__Exercise brief__. Within the material below, filter for lines that hold the word "numbered".

__Material for this task__.
Start of Block

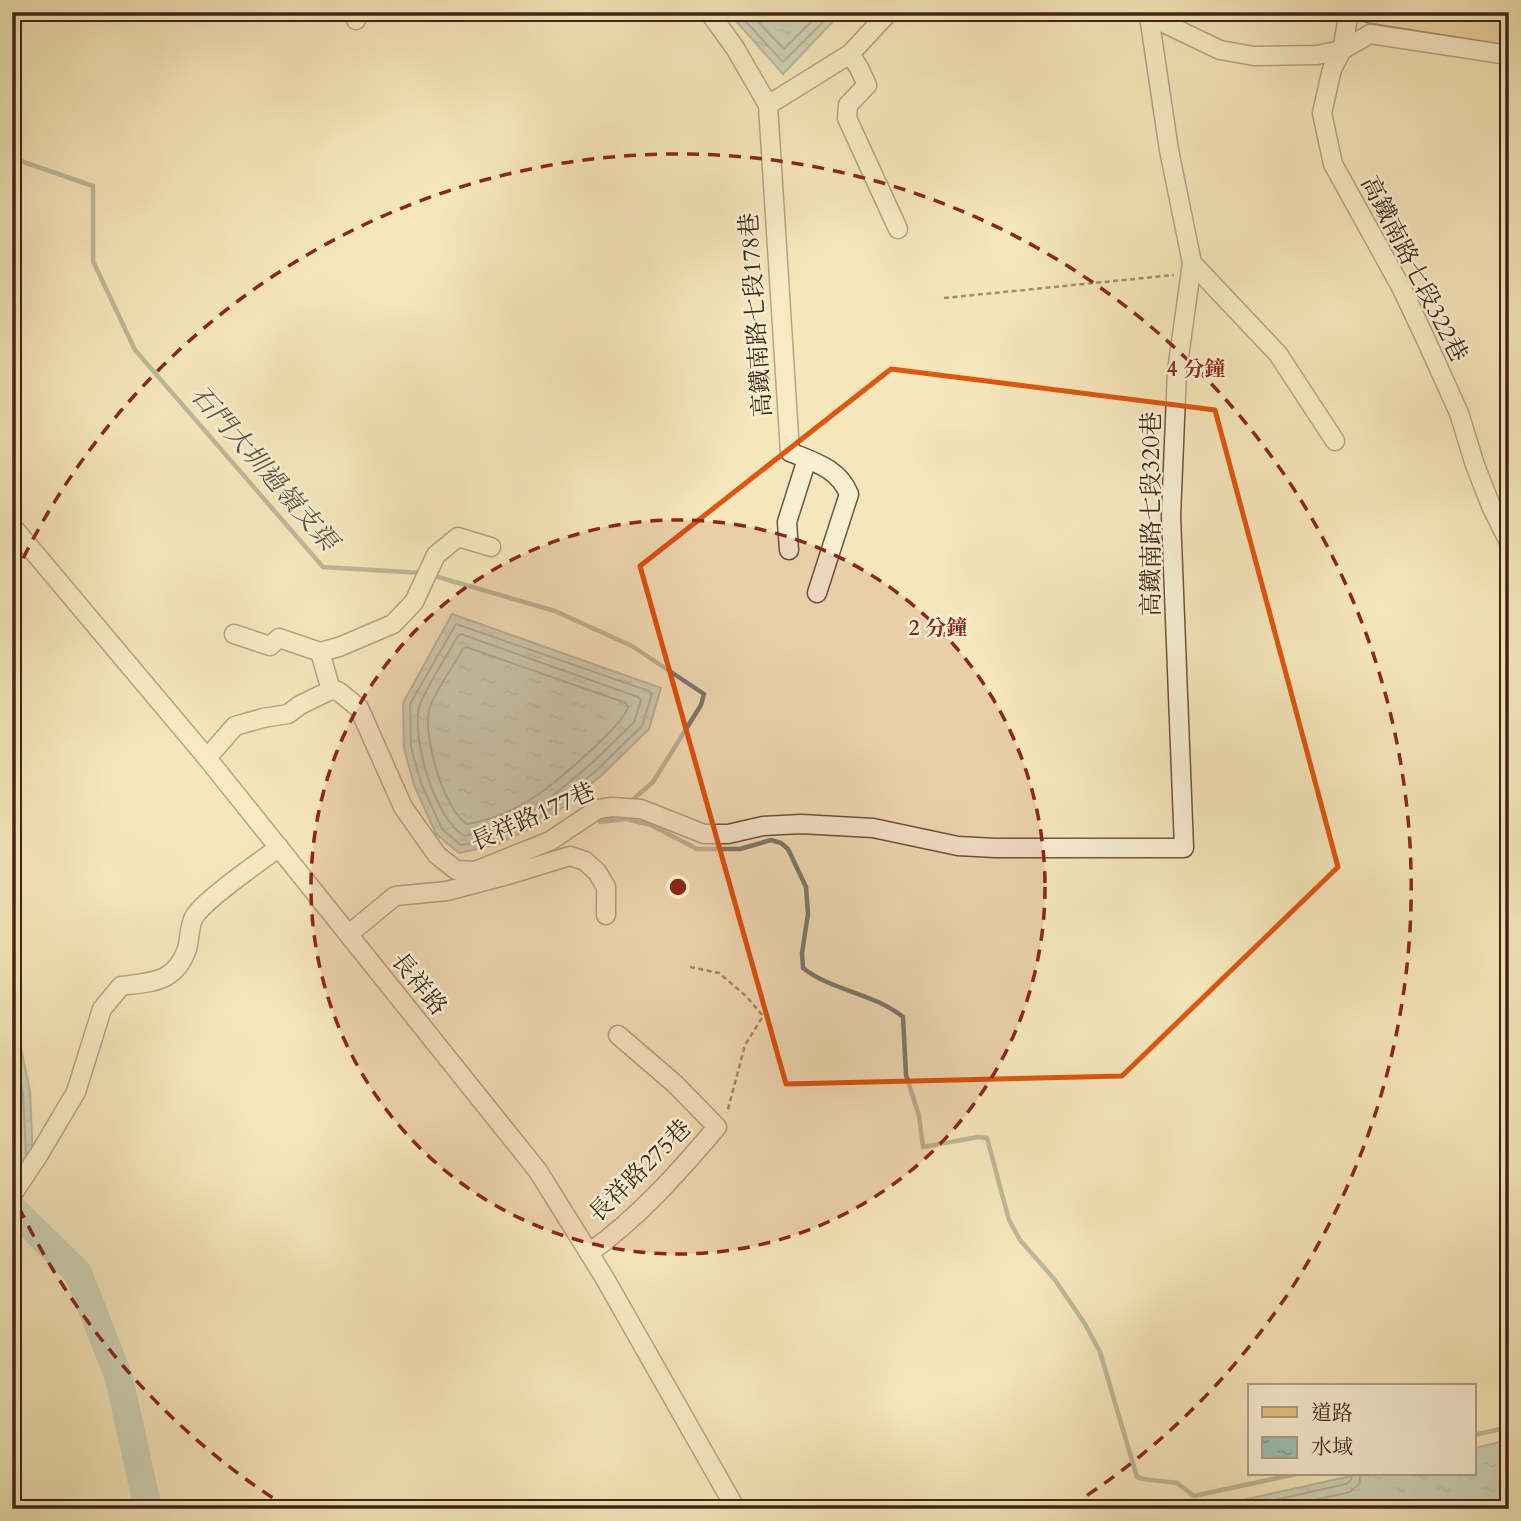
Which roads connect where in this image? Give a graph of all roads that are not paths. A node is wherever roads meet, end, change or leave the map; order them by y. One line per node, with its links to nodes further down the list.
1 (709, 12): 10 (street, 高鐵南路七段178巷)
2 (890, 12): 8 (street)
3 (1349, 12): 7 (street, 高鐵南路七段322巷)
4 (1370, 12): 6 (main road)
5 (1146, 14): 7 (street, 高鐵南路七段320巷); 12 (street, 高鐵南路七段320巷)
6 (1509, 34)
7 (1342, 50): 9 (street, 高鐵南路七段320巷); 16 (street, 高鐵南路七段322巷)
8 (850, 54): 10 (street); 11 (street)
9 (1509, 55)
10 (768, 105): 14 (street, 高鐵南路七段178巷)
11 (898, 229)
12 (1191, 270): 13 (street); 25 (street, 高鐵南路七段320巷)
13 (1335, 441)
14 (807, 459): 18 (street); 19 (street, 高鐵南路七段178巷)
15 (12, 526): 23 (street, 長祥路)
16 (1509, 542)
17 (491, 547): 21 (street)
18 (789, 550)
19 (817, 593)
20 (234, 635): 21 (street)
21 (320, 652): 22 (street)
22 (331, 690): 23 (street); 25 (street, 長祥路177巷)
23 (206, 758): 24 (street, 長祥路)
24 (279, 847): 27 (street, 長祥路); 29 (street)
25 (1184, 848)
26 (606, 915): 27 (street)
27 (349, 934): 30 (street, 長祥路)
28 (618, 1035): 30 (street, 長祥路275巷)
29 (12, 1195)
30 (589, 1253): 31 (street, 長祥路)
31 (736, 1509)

End of Block
Start of Block

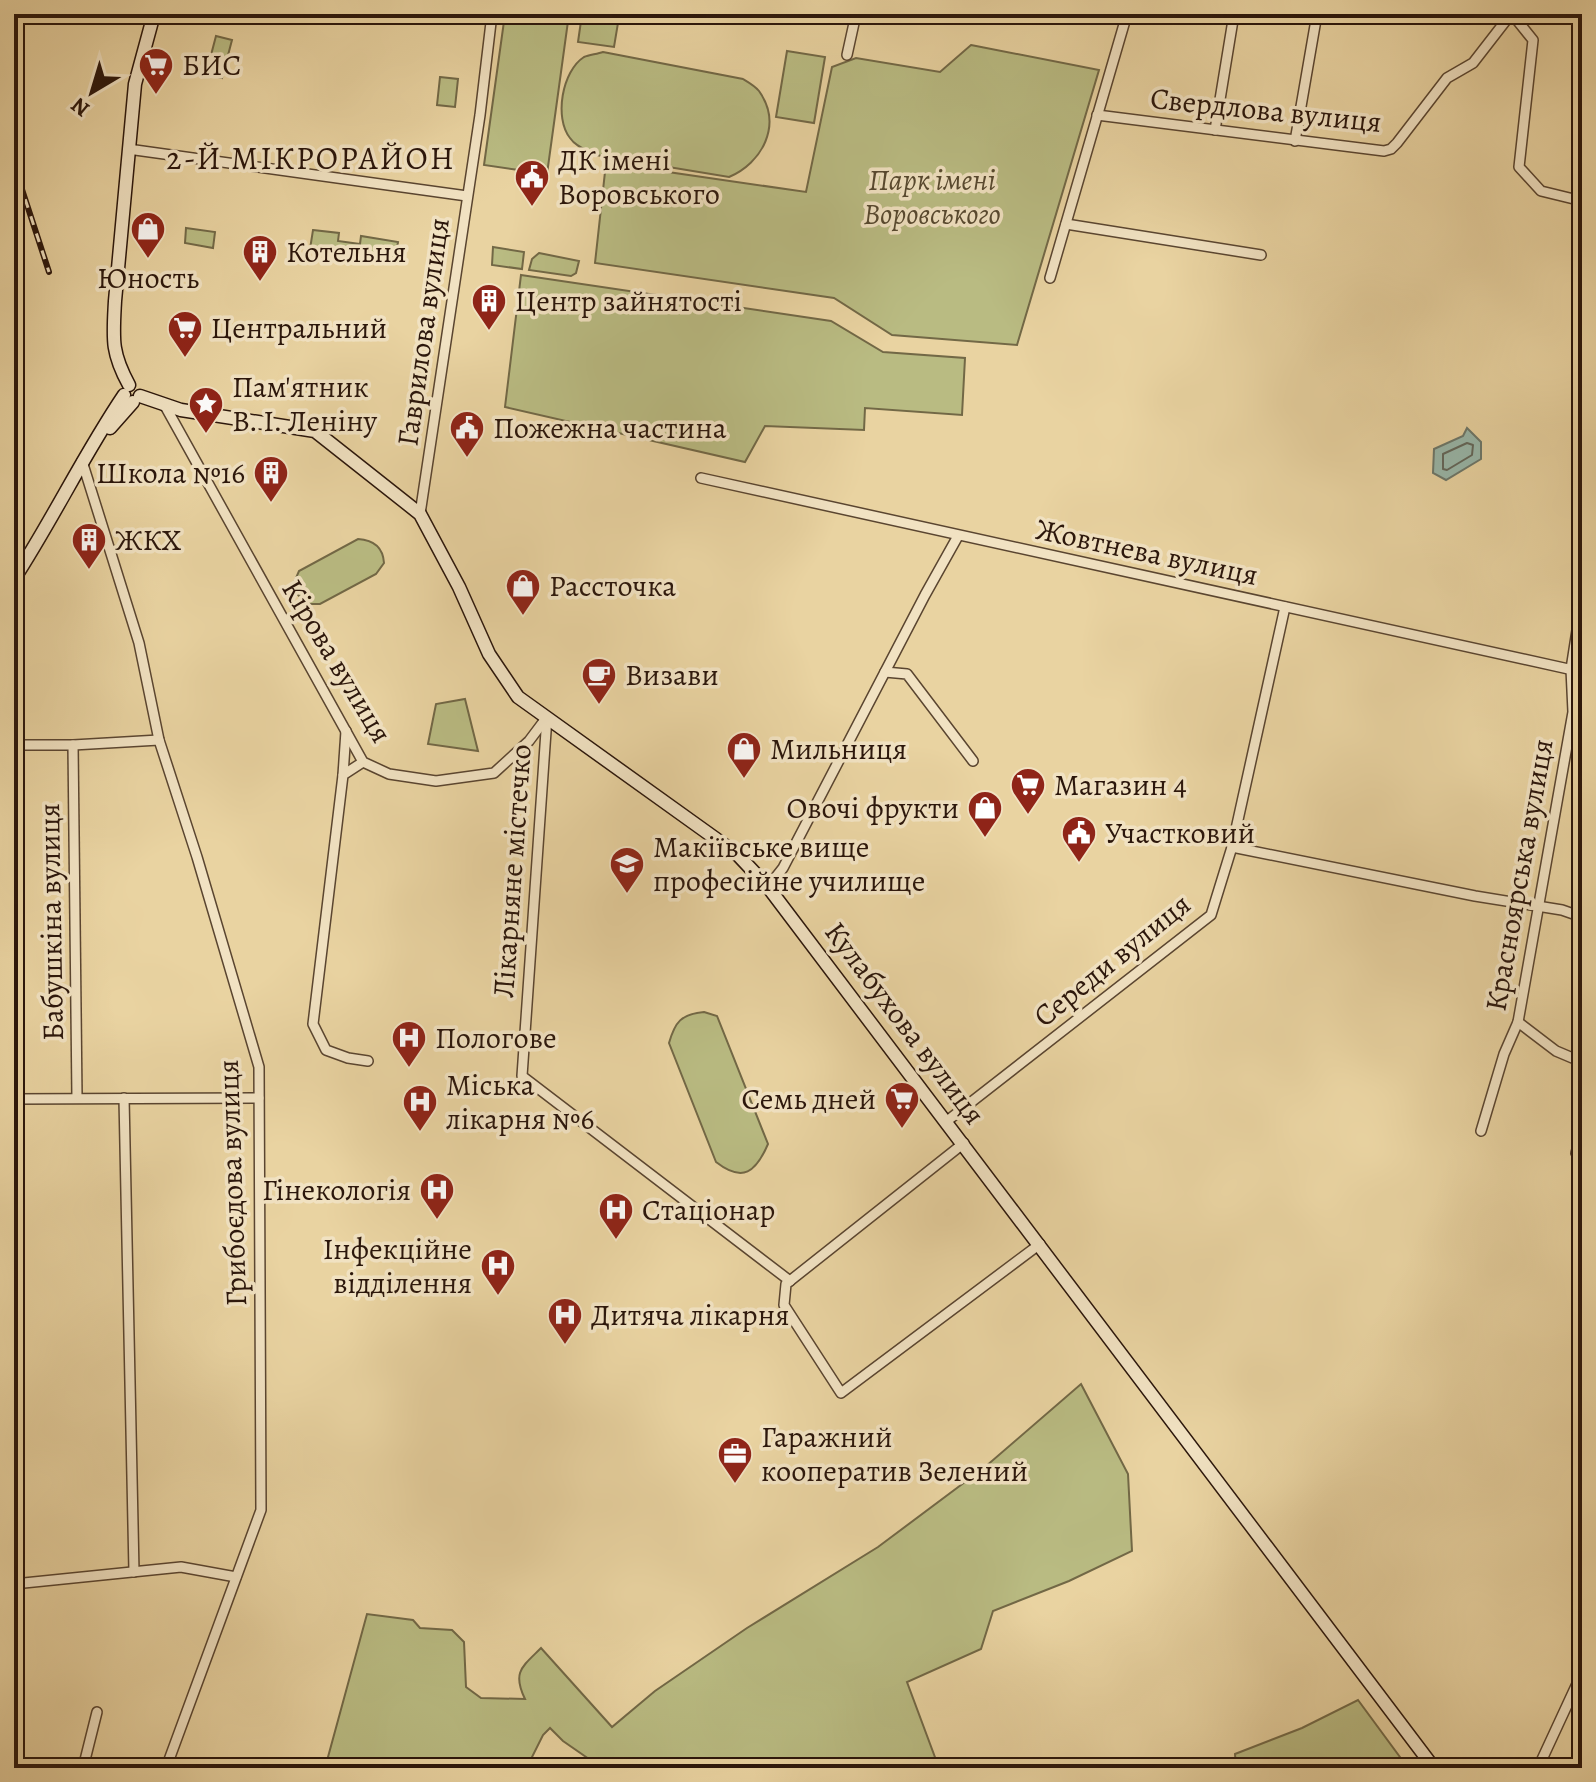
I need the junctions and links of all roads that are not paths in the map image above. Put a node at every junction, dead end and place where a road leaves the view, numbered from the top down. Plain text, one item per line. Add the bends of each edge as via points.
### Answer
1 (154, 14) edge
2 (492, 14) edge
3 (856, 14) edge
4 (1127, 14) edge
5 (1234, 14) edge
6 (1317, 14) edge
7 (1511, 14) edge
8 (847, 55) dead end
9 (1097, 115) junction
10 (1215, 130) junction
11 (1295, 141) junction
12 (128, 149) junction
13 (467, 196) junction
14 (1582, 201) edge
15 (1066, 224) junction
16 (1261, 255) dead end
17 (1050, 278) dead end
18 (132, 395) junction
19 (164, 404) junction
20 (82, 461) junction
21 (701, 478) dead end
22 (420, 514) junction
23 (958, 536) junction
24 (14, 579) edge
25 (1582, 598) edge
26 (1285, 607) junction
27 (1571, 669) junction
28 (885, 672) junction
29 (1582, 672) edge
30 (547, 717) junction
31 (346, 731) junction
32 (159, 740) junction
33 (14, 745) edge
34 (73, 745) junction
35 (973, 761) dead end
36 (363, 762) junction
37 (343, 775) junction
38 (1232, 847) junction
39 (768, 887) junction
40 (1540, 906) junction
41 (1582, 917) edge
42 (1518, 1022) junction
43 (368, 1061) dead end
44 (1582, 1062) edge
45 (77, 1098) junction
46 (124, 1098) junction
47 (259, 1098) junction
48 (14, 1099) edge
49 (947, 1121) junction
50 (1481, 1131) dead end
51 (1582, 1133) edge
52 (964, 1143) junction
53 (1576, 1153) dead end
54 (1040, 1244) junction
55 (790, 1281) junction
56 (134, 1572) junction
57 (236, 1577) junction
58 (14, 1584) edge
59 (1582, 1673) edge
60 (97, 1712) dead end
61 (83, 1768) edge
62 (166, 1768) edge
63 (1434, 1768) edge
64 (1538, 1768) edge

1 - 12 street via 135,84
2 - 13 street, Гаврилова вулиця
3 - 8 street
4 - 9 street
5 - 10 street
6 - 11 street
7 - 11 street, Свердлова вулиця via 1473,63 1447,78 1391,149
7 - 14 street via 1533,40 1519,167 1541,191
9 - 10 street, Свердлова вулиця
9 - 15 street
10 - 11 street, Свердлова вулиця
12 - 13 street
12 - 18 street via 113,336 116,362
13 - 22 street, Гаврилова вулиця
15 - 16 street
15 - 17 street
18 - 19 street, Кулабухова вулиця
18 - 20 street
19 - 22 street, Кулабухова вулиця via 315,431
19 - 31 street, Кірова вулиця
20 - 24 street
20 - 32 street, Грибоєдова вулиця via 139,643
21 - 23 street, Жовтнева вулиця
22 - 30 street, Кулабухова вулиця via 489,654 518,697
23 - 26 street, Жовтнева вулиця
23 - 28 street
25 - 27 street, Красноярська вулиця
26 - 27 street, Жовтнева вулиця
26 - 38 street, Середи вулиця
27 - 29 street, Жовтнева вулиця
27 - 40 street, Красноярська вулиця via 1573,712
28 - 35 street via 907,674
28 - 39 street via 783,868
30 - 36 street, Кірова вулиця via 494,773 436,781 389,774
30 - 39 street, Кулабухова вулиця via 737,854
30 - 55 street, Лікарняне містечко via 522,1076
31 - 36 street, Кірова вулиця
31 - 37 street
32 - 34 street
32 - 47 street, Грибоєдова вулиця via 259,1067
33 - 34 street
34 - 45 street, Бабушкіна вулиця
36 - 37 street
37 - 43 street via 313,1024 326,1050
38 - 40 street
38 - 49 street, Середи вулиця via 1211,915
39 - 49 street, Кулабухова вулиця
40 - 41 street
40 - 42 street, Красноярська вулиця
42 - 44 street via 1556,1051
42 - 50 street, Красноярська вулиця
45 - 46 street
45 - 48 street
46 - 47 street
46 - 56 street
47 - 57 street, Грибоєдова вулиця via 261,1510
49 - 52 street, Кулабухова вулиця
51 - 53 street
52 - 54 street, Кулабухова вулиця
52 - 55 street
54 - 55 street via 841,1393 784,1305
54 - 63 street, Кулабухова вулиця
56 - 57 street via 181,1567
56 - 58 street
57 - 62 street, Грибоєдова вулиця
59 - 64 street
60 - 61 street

End of Block
Start of Block

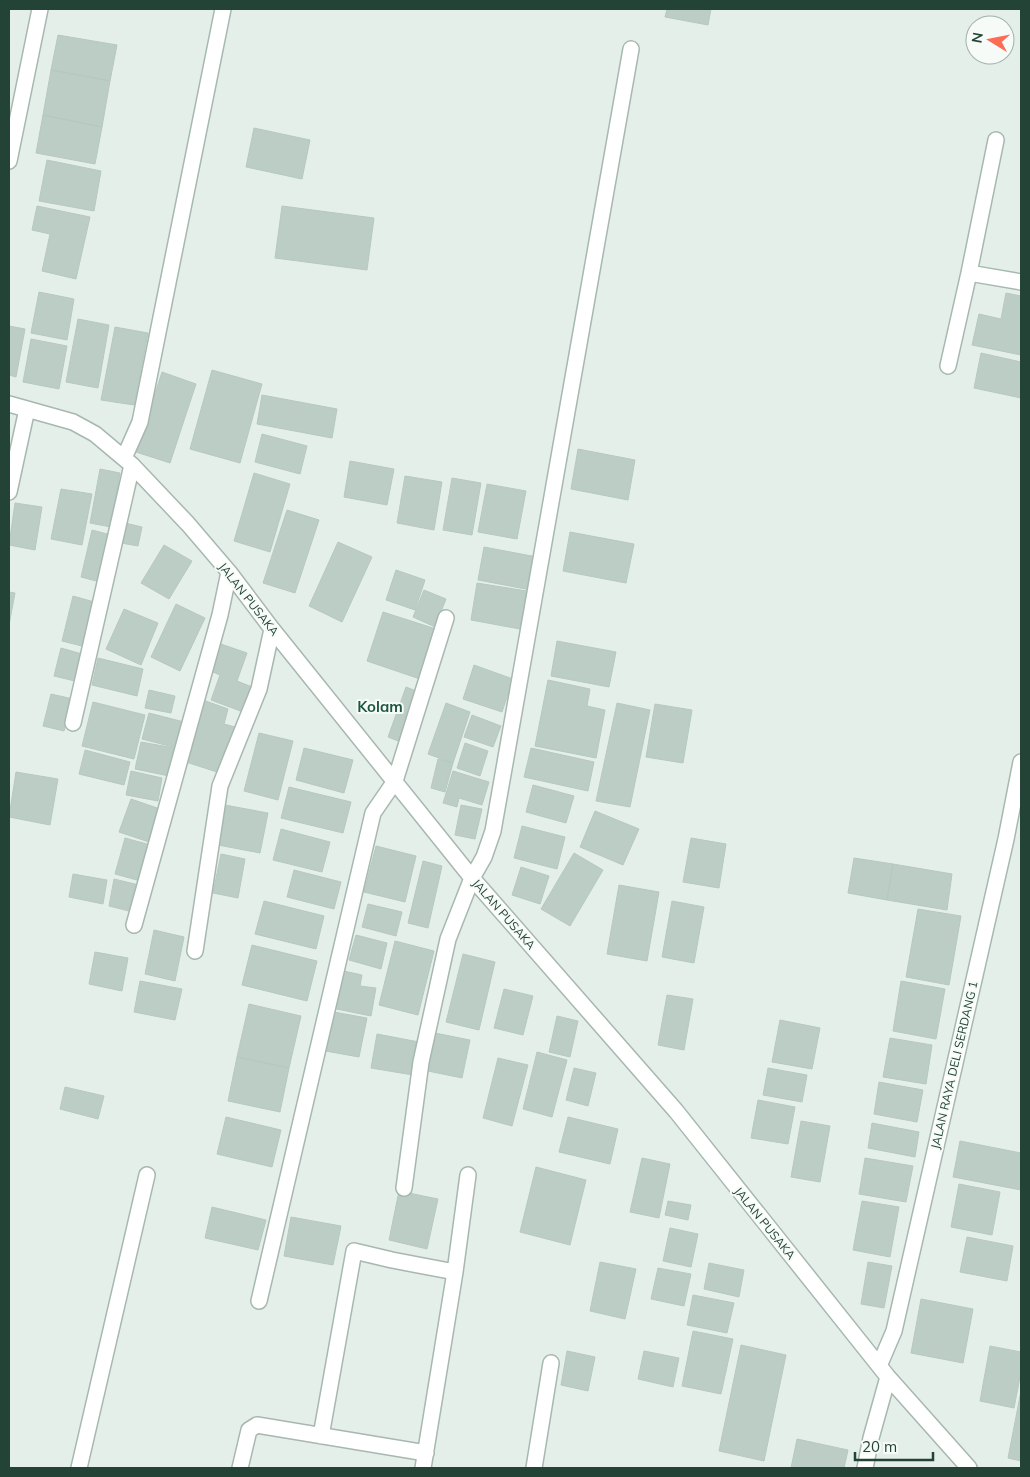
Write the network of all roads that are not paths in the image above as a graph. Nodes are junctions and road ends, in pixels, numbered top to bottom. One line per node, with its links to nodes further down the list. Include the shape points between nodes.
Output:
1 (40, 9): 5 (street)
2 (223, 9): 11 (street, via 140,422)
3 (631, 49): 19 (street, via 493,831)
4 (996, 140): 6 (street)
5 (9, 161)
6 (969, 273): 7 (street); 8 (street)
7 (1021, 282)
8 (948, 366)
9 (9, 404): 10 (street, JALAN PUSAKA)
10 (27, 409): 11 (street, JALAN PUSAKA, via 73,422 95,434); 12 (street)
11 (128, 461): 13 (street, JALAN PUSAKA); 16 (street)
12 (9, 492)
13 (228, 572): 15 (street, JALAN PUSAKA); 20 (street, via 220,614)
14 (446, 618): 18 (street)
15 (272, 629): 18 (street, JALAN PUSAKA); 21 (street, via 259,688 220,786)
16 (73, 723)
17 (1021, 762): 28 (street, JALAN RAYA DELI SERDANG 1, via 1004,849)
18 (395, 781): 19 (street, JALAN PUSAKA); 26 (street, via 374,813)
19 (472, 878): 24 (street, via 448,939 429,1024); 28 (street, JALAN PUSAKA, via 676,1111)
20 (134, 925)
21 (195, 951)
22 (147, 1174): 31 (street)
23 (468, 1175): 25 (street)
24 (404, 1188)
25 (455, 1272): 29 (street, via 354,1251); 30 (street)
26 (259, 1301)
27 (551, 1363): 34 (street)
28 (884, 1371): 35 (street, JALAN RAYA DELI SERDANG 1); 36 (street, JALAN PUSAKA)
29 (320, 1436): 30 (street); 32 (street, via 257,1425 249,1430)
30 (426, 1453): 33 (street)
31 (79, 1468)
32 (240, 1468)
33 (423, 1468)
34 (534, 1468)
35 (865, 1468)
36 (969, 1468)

End of Block

__Output for this task__.
I need the junctions and links of all roads that are not paths in the map image above. Put a node at every junction, dead end and place where a road leaves the view, numbered from the top down. Plain text, one item per line. Add the bends of each edge as via points.
Write the network of all roads that are not paths in the image above as a graph. Nodes are junctions and road ends, in pixels, numbered top to bottom. One line per node, with its links to nodes further down the list. Include the shape points between nodes.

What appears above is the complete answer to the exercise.